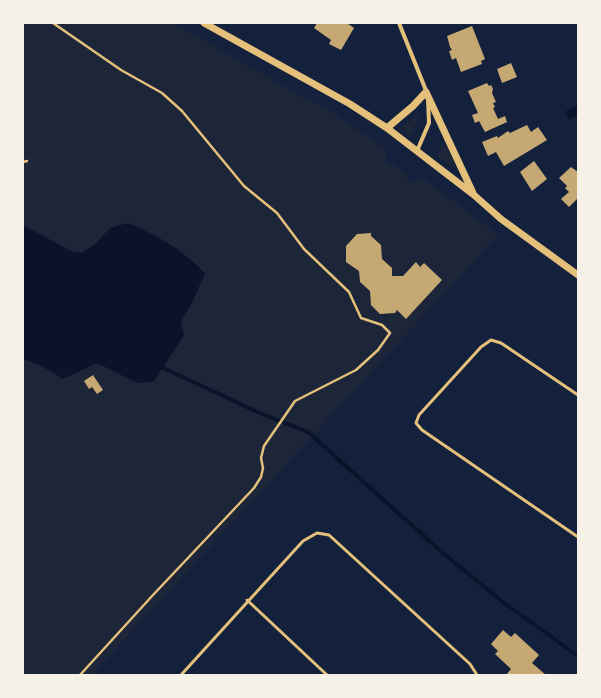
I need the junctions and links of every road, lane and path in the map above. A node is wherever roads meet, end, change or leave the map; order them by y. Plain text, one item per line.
1 (53, 23) edge
2 (204, 23) edge
3 (399, 23) edge
4 (426, 92) junction
5 (387, 128) junction
6 (416, 151) junction
7 (27, 161) dead end
8 (23, 162) edge
9 (474, 195) junction
10 (578, 275) edge
11 (578, 395) edge
12 (578, 537) edge
13 (247, 600) junction
14 (80, 675) edge
15 (181, 675) edge
16 (327, 675) edge
17 (477, 675) edge

1 - 14 path
2 - 5 street
3 - 4 street
4 - 5 street
4 - 6 street
4 - 9 street
5 - 6 street
6 - 9 street
7 - 8 path
9 - 10 street
11 - 12 lane
13 - 15 lane
13 - 16 lane
13 - 17 lane

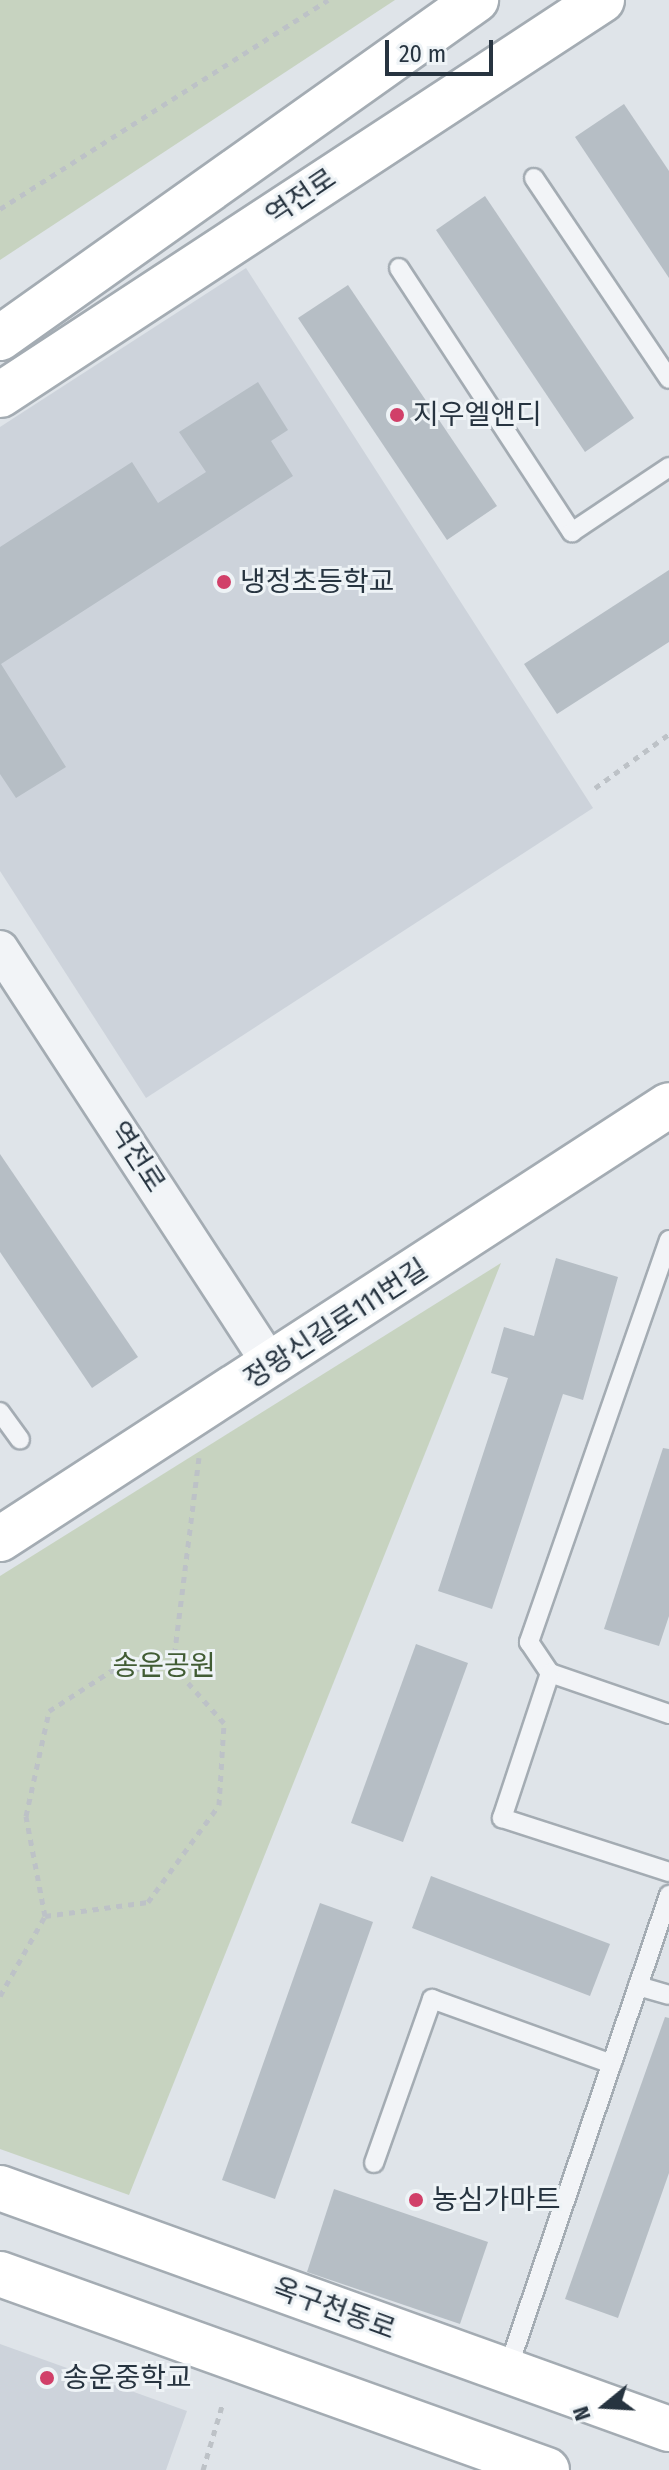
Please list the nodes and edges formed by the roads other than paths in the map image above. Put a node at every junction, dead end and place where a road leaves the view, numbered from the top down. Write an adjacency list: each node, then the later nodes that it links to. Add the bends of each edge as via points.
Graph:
1 (476, 0): 5 (street, 역전로)
2 (602, 0): 7 (street, 역전로)
3 (534, 178): 6 (lane)
4 (399, 268): 8 (lane, via 572,532)
5 (0, 338)
6 (669, 379)
7 (0, 395)
8 (669, 467)
9 (0, 949): 12 (street, 역전로)
10 (669, 1105): 12 (street, 정왕신길로111번길)
11 (669, 1240): 16 (lane, via 529,1642)
12 (272, 1366): 15 (street, 정왕신길로111번길)
13 (0, 1412): 14 (lane)
14 (20, 1440)
15 (0, 1539)
16 (550, 1673): 17 (lane); 18 (lane, via 502,1818)
17 (669, 1714)
18 (669, 1872)
19 (669, 1895): 20 (lane)
20 (638, 1986): 21 (lane); 22 (lane)
21 (669, 1995)
22 (612, 2064): 23 (lane, via 432,1999); 26 (lane)
23 (374, 2163)
24 (0, 2188): 26 (street, 옥구천동로)
25 (0, 2274): 28 (street)
26 (507, 2371): 27 (street, 옥구천동로)
27 (669, 2429)
28 (526, 2466)

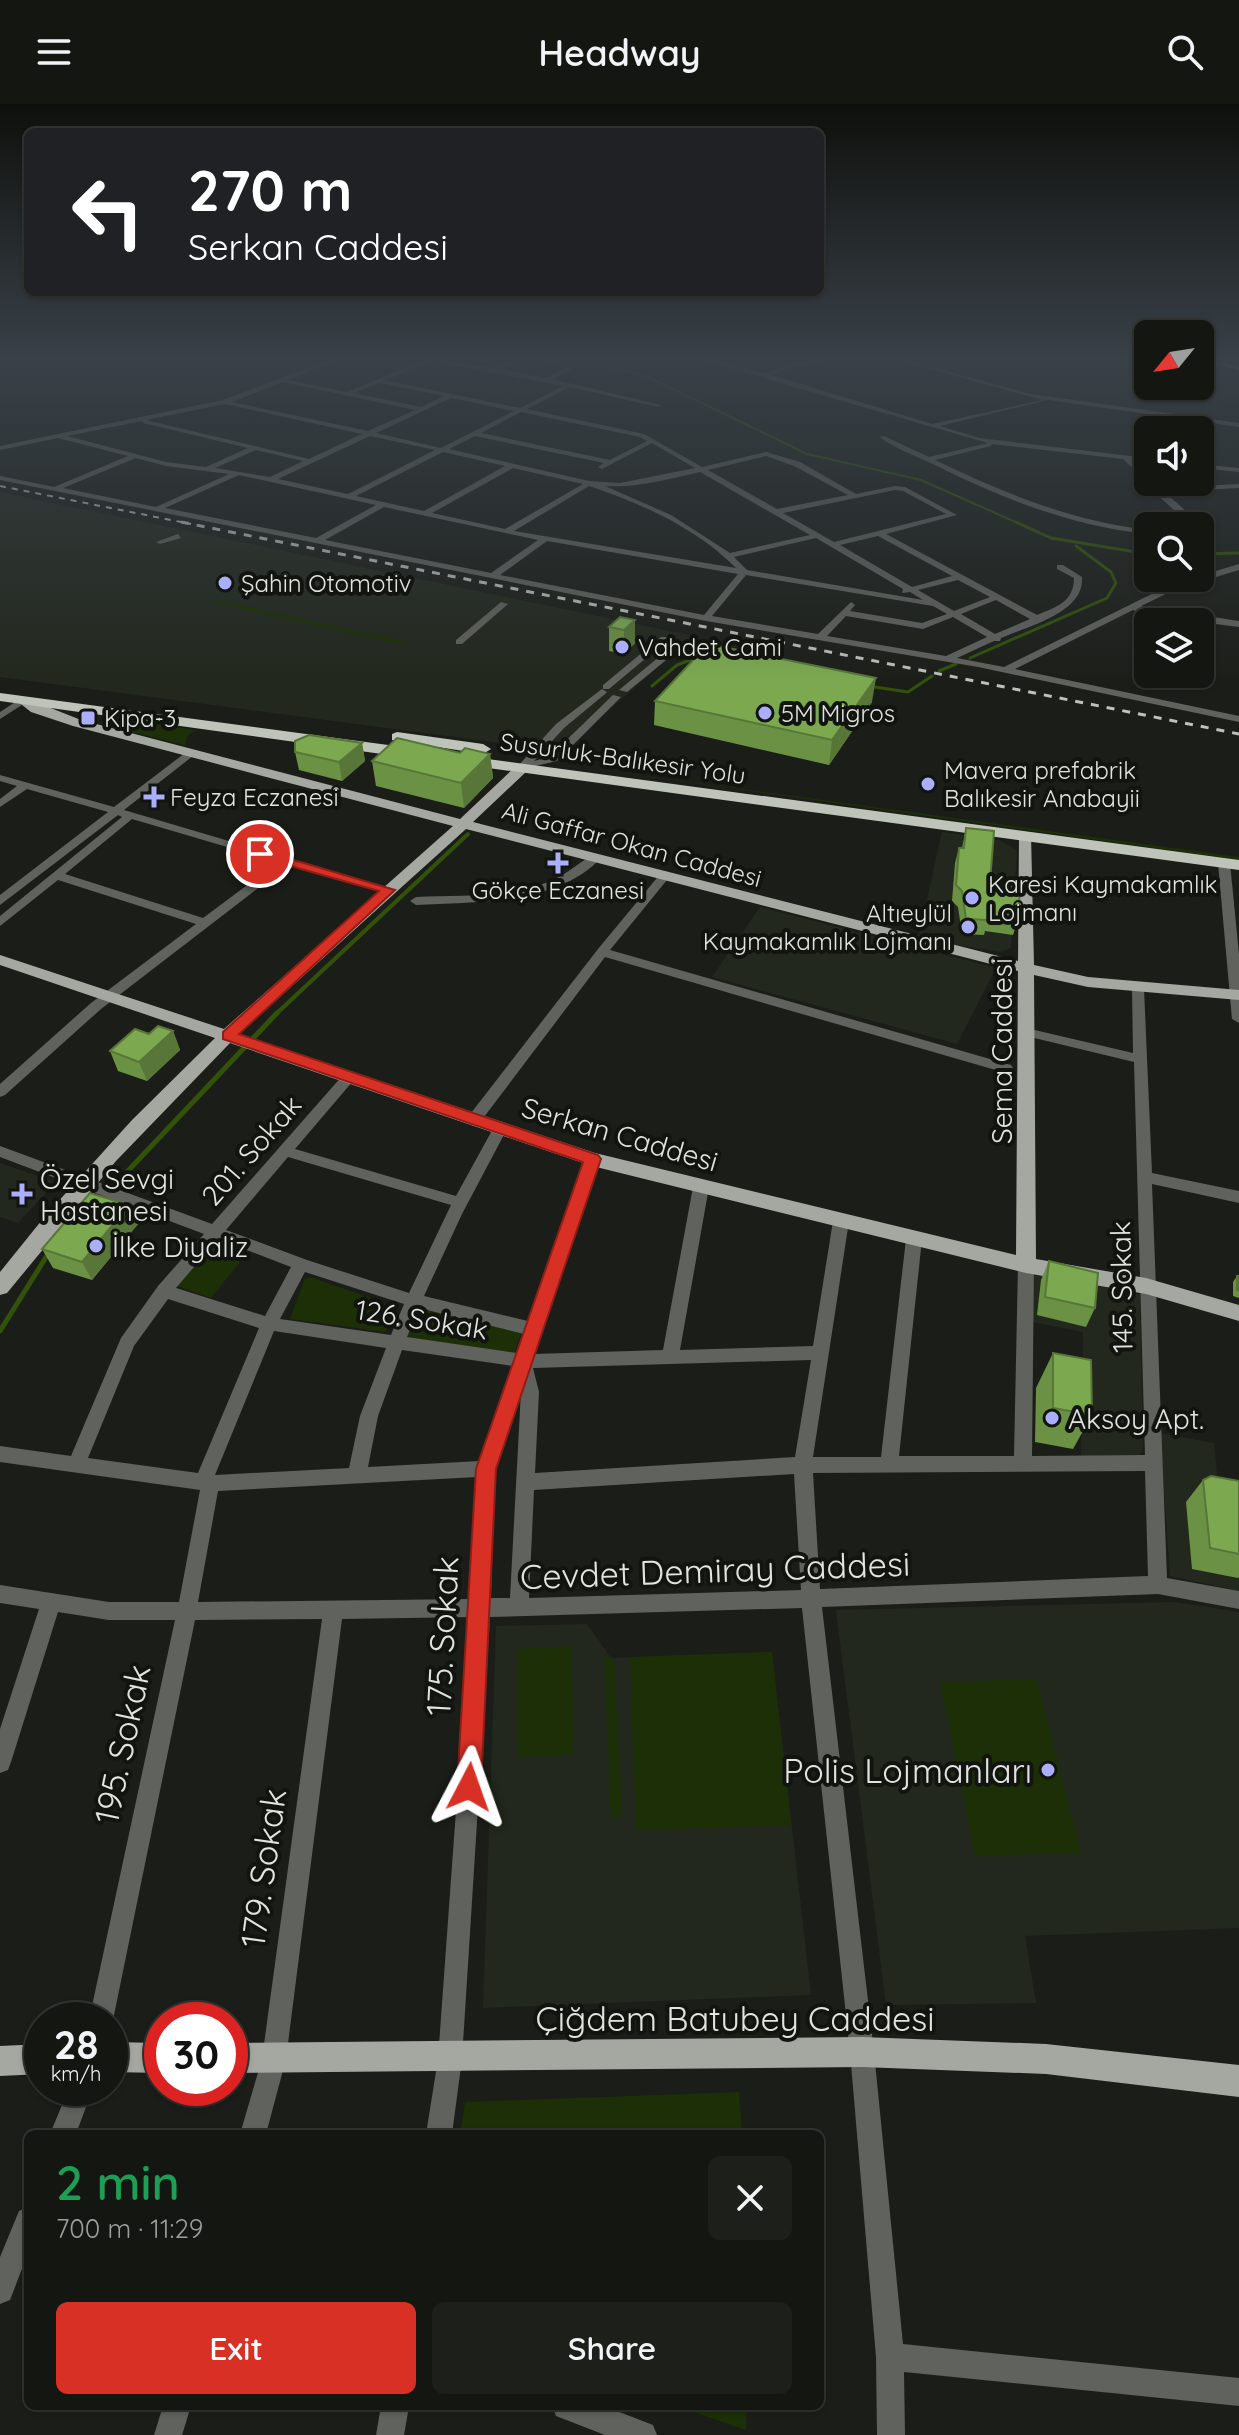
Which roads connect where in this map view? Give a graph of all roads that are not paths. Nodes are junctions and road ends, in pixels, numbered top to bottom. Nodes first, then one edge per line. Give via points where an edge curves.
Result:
+++++
● THE TASK
Using the material above, print word for word the lines from the one holding "Which roads connect" through the last line.

● RESULT OF THE TASK
Which roads connect where in this map view? Give a graph of all roads that are not paths. Nodes are junctions and road ends, in pixels, numbered top to bottom. Nodes first, then one edge per line. Give via points where an edge curves.
Result:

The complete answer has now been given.